Make a Balloon Animal

Eustace the Dragon

C.S. Lewis, in The Voyage of the Dawn Treader (volume 3 of the Narnia series) tell how a boy named Eustace was transformed into a dragon and what it took to restore him to human form. First, the sculpture instructions, and then the story.

You will need two balloons of the same color - usually green or red, leaving about 6 inches uninflated.
Begin with a hook twist and then take the hooked part and twist it into a small soft bubble. Twist this small bubble into two equal bubbles. You now have the dragon's snout and nostrils. Follow this with a 1" pinch twist and give it a toe twist to make eyes. Another 1" pinch twist makes the forehead and sets the angle for the neck.
The rest of the balloon will become the neck, one wing and one front leg. The neck is about a 6" bubble. For the wing twist a 4", 1.5", 4", 1.5", 7", fastening the last twist back to the base of the neck. You should have a 3-4" leg left over. Pinch twist the 1.5" bubbles on the wing.
With the second balloon. Make a foreleg and wing to match what you already have and twist connect it at the base of the neck. Twist a 4" body, followed by 3-4" rear legs lock twisted together, leaving a long tail.

For variation, you can follow the neck with the body, rear legs and tail, and then make both wings and front legs from a contrasting color second balloon.

Now for the story . . .

Eustace never got along with others because he only thought about himself. If anyone disagreed with him, he thought they were just stupid, and he never did anything to help unless he was forced to. So when the ship Dawn Treader stopped at an unknown island for repairs, he wandered off by himself.
Eustace found his way to an abandoned cave that had once been a dragon's lair. In it there was a pile of treasure hoarded by the dragon. Eustace stuffed his pockets with jewels and coins, put on a golden arm band and fell asleep. But sleeping on a dragon's hoard with greedy, dragonish thoughts in his heart, he became a dragon himself.
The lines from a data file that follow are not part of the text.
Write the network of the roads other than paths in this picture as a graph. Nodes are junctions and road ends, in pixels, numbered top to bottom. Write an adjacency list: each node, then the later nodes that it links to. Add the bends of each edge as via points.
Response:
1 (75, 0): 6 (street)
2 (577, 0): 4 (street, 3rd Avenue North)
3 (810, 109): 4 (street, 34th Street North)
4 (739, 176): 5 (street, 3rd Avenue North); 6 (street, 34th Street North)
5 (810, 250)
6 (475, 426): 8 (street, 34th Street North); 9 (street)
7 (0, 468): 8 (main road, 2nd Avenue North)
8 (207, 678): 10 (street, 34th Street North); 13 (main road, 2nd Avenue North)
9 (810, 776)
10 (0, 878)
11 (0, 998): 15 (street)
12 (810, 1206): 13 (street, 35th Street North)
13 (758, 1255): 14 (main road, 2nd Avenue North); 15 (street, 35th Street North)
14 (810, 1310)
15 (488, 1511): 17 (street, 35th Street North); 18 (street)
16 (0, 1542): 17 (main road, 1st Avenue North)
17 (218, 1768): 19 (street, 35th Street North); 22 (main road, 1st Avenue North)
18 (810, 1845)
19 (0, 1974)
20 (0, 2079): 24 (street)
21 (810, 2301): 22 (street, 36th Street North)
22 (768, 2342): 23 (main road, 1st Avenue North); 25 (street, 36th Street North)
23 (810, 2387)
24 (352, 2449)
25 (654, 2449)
Through this disaster and other events that followed, Eustace had a change of heart, and in his dragon form even proved to be quite helpful in procuring a new mast and gathering game to replenish the ship's larder.
But he was still a dragon, and the arm band, which was now very tight on his large dragon foreleg gave him constant pain.
Then one night he met the great Lion, Aslan, who led him to a clear pool. He thought that if he could bathe in the pool it would ease his pain. But Aslan told him he had to undress first. Three times, Eustace scratched at his scales and shed his dragonish skin. But every time there was still another dragon skin beneath.
"You have to let me undress you," Aslan told him. Here's how Eustace described it:

"The very first tear he made was so deep that I thought it had gone right into my heart. And when he began pulling the skin off, it hurt worse than anything I've ever felt. The only thing that made me able to bear it was just the pleasure of feeling the stuff peel off.... Well, he peeled the beastly stuff right off--just as I thought I'd done it myself the other three times, only they hadn't hurt--and there it was lying in the grass: only ever so much thicker, and darker, and more knobbly looking than the others had been."*

After bathing in the pool, the pain was gone, and Eustace was once again a boy. Aslan gave him a new set of clothes and transported him back to the the beach by the ship.

The story is a beautiful analogy of God's work in our lives. Our selfish behaviors can bring results that prompt us to change, but we may not fully respond until some very severe consequences come our way. We may try to shed our old ways on our own, but there is still a "dragon" beneath that comes to the surface. Only as we yield to God and His renewing power can we be set free and restored. So what happened next with Eustace?

"It would be nice, and fairly nearly true, to say that 'from that time forth Eustace was a different boy.' To be strictly accurate, he began to be a different boy. He had relapses....But most of these I shall not notice. The cure had begun."*

*C.S.Lewis, The Voyage of the "Dawn Treader"(New York: Collier Books, Macmillan Publishing Co.,Inc. 1952),p 90, 93.